When the Republican Party reclaimed the House majority after the 2010 elections, one of its first acts was to repeal the entire Patient Protection and Affordable Care Act. The bill was sent to Democratic-majority Senate, where it still sits with no action planned.
House Republicans then decided to aim their healthcare reform ire at the Independent Payment Advisory Board (IPAB). Over the course of just a few months, IPAB shifted from a little-known board tucked somewhere away somewhere in the behemoth PPACA to a household word.
Last week, after six hours of debate and two hours of procedural rulings, the House voted, more or less along party lines, to eliminate the IPAB. As with most political issues, there are winners and losers in the great IPAB debate. Here's a look:
Toss-up (but leaning loser): Independent Advisory Payment Board
Although the Senate is not expected to follow House action and vote to eliminate the IPAB, some damage has been done. Yes, IPAB will remain the law of the land, but recruiting 15 members for the board just got a lot more difficult.
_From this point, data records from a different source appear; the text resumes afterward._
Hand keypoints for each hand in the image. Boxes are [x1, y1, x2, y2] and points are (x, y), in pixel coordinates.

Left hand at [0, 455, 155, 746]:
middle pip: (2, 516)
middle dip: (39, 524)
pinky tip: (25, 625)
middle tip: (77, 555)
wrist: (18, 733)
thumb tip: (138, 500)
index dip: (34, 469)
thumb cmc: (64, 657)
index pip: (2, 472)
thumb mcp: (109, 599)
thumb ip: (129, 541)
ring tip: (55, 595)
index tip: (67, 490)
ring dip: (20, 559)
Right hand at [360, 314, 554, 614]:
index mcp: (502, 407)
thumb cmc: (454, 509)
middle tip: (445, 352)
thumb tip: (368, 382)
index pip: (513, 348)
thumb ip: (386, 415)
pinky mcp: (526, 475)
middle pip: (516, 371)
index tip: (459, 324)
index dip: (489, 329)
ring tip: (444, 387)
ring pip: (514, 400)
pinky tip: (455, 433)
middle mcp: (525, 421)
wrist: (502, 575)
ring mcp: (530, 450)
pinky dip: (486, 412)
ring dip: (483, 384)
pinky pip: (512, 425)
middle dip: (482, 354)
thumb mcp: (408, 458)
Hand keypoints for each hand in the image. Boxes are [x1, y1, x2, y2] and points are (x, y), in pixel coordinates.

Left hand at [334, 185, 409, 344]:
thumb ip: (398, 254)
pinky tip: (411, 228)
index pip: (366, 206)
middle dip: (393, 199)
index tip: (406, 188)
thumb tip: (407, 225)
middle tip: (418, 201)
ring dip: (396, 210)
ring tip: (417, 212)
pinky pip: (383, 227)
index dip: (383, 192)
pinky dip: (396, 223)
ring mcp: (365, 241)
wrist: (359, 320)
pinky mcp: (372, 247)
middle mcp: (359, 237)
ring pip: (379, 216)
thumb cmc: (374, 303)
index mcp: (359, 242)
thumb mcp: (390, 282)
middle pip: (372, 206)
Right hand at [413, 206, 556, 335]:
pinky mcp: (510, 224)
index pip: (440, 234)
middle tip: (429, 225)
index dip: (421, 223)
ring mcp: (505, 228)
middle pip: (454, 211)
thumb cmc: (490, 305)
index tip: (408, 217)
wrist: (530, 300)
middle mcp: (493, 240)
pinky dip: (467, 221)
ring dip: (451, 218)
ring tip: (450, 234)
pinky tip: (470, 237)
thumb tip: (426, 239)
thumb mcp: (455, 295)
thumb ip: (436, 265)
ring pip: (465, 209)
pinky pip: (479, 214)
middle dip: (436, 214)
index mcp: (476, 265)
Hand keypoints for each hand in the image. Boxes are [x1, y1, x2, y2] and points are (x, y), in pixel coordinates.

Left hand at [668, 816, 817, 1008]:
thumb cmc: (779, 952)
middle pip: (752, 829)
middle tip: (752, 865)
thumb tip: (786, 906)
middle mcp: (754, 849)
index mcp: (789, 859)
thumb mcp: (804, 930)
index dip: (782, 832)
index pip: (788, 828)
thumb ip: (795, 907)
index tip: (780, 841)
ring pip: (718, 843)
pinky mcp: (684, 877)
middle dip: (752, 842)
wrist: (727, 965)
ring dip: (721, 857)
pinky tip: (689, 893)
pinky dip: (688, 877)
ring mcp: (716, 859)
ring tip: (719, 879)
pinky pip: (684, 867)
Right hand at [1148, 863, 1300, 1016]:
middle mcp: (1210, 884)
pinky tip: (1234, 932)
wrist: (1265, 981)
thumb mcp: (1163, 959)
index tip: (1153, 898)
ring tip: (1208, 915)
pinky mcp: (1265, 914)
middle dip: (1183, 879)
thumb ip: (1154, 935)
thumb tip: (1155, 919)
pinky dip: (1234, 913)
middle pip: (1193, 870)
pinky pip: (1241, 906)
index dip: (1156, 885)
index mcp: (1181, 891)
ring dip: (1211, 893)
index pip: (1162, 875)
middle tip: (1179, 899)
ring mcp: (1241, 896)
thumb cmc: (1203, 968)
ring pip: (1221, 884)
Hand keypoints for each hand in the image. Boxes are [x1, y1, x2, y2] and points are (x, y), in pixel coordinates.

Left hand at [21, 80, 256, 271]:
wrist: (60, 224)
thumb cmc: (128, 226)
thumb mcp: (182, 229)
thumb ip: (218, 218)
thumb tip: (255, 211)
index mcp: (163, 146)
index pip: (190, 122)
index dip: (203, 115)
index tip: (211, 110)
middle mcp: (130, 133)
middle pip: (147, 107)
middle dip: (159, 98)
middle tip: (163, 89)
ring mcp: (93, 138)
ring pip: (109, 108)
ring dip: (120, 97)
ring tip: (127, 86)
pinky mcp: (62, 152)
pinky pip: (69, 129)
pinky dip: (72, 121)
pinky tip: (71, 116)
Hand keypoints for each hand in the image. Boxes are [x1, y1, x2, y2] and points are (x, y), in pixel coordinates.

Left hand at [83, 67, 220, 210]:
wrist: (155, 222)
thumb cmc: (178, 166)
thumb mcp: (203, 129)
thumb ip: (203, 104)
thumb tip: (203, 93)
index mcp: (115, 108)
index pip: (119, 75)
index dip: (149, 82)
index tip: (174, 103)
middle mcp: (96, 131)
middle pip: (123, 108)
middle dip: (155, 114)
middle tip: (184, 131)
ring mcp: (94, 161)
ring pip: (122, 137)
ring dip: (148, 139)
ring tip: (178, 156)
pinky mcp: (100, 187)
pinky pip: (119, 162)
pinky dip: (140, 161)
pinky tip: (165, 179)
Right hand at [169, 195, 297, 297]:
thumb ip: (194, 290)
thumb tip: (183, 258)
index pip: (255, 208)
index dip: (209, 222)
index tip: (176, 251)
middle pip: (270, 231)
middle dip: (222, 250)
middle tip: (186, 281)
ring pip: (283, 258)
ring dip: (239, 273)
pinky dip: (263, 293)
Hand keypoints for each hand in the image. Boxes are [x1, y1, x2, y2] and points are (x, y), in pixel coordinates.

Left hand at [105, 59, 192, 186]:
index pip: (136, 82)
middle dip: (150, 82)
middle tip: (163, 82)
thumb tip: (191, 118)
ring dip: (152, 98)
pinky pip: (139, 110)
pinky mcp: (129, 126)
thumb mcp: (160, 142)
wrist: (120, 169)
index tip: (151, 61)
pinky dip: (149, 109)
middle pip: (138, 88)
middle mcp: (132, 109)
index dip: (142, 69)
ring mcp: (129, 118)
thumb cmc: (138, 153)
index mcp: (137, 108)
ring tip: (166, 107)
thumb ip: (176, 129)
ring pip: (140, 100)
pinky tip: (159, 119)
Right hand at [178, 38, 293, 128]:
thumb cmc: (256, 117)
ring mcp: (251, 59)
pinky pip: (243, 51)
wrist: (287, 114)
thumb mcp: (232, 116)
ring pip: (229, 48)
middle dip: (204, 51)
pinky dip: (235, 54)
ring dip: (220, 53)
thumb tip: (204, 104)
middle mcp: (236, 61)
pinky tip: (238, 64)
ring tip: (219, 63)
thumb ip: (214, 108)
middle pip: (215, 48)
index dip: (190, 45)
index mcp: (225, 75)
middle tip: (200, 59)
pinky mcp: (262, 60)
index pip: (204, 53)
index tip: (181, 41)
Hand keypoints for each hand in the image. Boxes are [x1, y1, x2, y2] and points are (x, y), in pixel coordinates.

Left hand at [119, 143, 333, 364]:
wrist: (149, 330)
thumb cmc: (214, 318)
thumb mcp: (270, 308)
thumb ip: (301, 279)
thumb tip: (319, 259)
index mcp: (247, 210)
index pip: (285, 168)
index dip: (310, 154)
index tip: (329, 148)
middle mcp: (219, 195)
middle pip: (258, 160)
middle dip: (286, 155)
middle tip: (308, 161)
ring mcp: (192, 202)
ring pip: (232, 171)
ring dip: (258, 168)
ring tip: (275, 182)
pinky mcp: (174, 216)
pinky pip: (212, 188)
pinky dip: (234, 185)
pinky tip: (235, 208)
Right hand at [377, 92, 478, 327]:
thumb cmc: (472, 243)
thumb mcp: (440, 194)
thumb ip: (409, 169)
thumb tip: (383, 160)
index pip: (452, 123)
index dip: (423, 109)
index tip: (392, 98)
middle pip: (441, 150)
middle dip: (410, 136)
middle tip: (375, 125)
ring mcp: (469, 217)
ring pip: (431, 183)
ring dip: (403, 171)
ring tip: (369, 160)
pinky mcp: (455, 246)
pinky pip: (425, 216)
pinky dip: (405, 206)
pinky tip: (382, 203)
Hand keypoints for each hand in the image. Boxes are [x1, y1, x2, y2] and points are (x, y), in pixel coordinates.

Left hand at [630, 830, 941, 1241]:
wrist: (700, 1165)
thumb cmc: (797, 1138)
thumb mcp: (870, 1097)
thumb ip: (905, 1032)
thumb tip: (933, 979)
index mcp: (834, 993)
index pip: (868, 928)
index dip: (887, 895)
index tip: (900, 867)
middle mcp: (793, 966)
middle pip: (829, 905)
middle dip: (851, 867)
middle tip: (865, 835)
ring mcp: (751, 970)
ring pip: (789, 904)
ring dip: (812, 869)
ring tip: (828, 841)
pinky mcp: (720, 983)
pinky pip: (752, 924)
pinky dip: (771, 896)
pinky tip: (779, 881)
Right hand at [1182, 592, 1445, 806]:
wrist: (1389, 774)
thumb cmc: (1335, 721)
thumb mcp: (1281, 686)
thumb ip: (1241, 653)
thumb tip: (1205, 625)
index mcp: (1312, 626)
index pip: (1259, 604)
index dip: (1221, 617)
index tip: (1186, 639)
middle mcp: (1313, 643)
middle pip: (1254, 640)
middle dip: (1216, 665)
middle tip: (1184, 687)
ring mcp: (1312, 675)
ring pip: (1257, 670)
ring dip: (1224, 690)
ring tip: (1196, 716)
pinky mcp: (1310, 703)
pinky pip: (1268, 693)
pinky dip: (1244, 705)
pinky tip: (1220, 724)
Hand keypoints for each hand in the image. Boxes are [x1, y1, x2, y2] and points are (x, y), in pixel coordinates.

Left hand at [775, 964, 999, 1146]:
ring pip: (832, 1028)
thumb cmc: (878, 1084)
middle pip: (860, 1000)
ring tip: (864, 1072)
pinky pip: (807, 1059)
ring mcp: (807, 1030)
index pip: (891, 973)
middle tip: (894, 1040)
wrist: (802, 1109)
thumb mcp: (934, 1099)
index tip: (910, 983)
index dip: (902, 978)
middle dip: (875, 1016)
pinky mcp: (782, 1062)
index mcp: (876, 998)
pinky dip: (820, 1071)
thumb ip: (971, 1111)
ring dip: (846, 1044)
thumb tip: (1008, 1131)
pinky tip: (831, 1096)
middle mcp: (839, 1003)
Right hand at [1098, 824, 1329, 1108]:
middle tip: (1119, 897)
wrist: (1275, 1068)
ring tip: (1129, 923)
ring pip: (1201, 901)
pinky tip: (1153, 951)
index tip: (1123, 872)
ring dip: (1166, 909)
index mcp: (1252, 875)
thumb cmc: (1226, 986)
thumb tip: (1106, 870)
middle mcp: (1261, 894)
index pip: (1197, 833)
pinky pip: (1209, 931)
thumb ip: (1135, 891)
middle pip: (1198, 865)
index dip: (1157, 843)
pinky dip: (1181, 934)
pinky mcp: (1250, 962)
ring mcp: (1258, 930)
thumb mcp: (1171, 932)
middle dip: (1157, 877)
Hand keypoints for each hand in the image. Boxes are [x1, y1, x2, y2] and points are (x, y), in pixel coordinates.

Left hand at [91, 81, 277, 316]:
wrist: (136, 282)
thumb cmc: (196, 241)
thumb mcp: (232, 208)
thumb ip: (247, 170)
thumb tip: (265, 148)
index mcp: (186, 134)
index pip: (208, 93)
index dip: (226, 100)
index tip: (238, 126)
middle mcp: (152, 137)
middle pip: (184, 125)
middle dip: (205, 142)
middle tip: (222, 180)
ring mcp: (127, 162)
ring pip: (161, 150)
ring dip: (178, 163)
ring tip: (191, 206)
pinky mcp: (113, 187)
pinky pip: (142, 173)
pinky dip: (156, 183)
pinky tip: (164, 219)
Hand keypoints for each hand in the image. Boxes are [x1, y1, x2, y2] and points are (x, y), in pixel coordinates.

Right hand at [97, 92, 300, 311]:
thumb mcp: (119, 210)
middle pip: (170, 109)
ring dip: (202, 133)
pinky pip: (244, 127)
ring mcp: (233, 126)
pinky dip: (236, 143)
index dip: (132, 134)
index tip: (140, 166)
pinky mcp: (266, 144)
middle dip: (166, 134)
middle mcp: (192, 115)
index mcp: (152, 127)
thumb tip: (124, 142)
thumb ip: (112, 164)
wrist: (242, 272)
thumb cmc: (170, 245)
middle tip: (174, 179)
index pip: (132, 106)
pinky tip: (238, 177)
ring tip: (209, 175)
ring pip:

The original idea was that the great minds of healthcare will come together and, if needed, make the tough financial decisions required to strengthen Medicare. To remain unencumbered by outside influences, board members will be required to forgo research projects, consulting, and the Washington party circuit to devote themselves to the task at hand. Even if PPACA survives the current Supreme Court challenge, it's likely that IPAB will remain a sore point and could be under constant pressure to be eliminated or changed.